We all stumble sometimes. Moments when you don’t work Out of the box Thinking, you don’t know how to handle something or how to solve a problem. These tips will reset your mind and clear your mind.
1. near the fire
Staring into flames can lead to new insights. According to the French philosopher Gaston Bachelard (1884-1962), you start to think differently when you look at fire. Watching a burning flame or hearth puts us in a kind of dream state, and this causes us to think less linearly and take pleasant leaps of thought. According to Bachelard, the basis of philosophy is laid around fire.
2. It’s time to play
Playing is simply doing something you enjoy and can indulge in, without a goal in mind. Like having fun with friends, a game of bowling, playing with paint, or playing hopscotch with your child. Stuart Brown, a pioneer in play research, says in his TED talk, “Nothing excites our brains as much as play. 3D play makes the cerebellum work and gives your frontal lobe — the executive part of your brain — new impulses. Then you’ll feel energized, relaxed, and satisfied. Ready to look at Things with new eyes.
3. Shake things up
We are creatures of habits, before you realize it, you are doing the same thing every day. It can be a good idea to “change” your daily habits. This will force you to turn off the autopilot, which can reconsider. some examples:
- Move the sofa or dining table to a different position or turn it a quarter of a turn.

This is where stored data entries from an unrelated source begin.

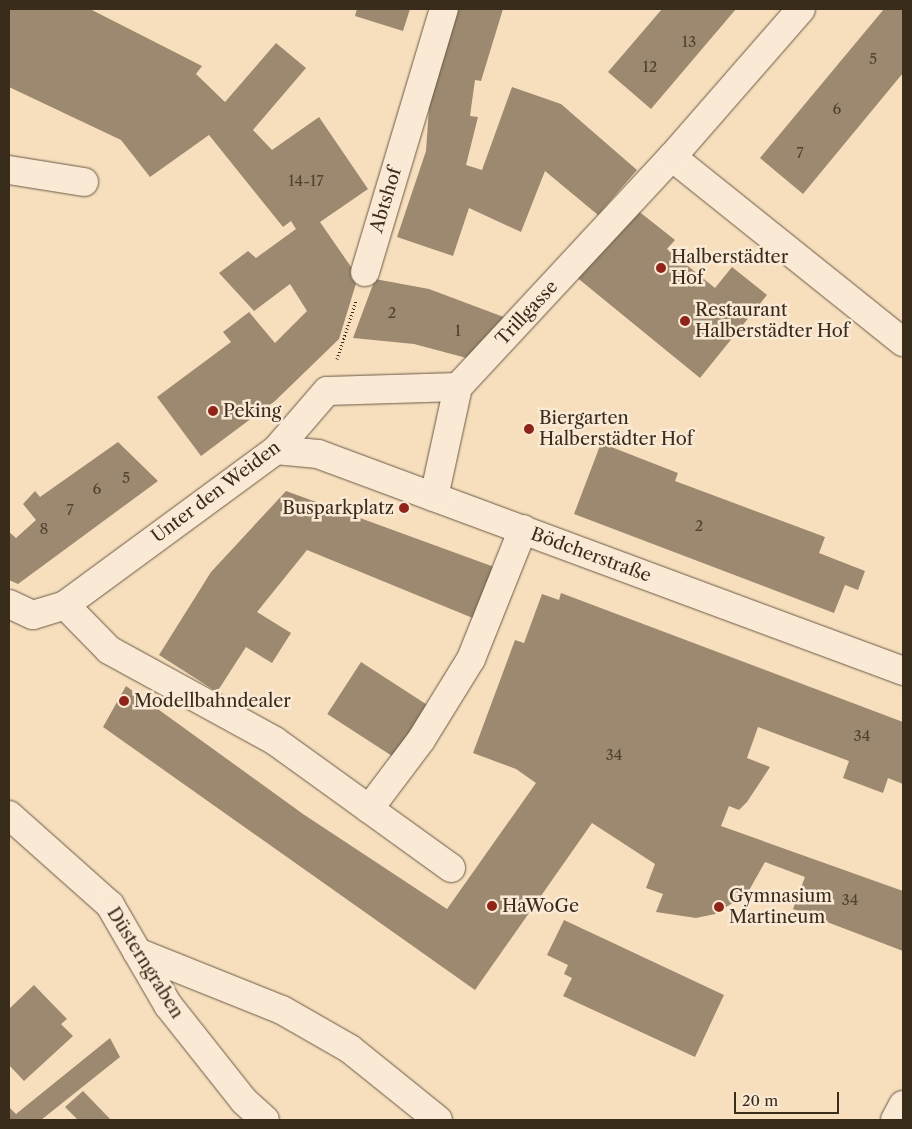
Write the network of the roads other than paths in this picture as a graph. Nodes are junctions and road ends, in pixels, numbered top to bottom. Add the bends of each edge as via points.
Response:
1 (444, 9) edge
2 (801, 9) edge
3 (672, 157) junction
4 (9, 170) edge
5 (84, 182) dead end
6 (365, 272) road end
7 (903, 342) edge
8 (458, 387) junction
9 (276, 450) junction
10 (434, 496) junction
11 (523, 529) junction
12 (9, 604) edge
13 (65, 605) junction
14 (903, 671) edge
15 (369, 809) junction
16 (9, 816) edge
17 (452, 868) dead end
18 (137, 952) junction
19 (903, 1106) edge
20 (265, 1120) edge
21 (438, 1120) edge
22 (895, 1120) edge

1 - 6 street, Abtshof
2 - 3 street, Trillgasse
3 - 7 street
3 - 8 street, Trillgasse
4 - 5 street
8 - 9 street, Unter den Weiden via 327,391
8 - 10 street
9 - 10 street, Bödcherstraße via 318,454
9 - 13 street, Unter den Weiden
10 - 11 street, Bödcherstraße
11 - 14 street, Bödcherstraße
11 - 15 street via 471,659 421,740
12 - 13 street, Unter den Weiden via 33,615
13 - 15 street via 109,650 228,712
15 - 17 street
16 - 18 street, Düsterngraben via 110,905
18 - 20 street, Düsterngraben via 168,1005 244,1101
18 - 21 street via 282,1010 350,1049
19 - 22 street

- A deviation from your usual way of going to work or shopping.
- Turn on the light not immediately when it gets dark, but the twilight for a while.
- Bathing in the dark.
- Leave your phone on airplane mode for the first few hours of the day.
- Type a letter instead of sending a text message.
4. Awe at sunset
Huge boulder, waterfall, or sunset. That admiration or that sense of awe we can feel when we see a natural phenomenon doing something in our heads. Scientists call it “being in awe,” a sentiment that has been much researched in recent years. It takes our attention away from ourselves and makes us feel like we’re part of something bigger. It offers a different experience of time, a sense of belonging, less anxiety, a better mood, and a little less greed. Do you see the beautiful sunset? stuck in place.
5. Dive into the reaction
Sprinkling water on your face gives you a new look. We calm down immediately, this helps to think clearly. The reason is the reaction known in science as the diving reflex, also called the underwater reflex, and is innate in all mammals. The body thinks it will swim underwater and adapts, causing the heart rate to drop.
6. Dance Alone
Music with movement activates all kinds of interesting areas in your brain. Dancing to music can trigger feelings inside you, because the areas of the brain that activate with feelings are located next to the areas of the brain that control motor skills. The music itself also does something: piano music can evoke sadness, and rhythmic music can provide joyful feelings. Dancing, and really dancing without worrying about what other people think of you, can bring you closer to your feelings.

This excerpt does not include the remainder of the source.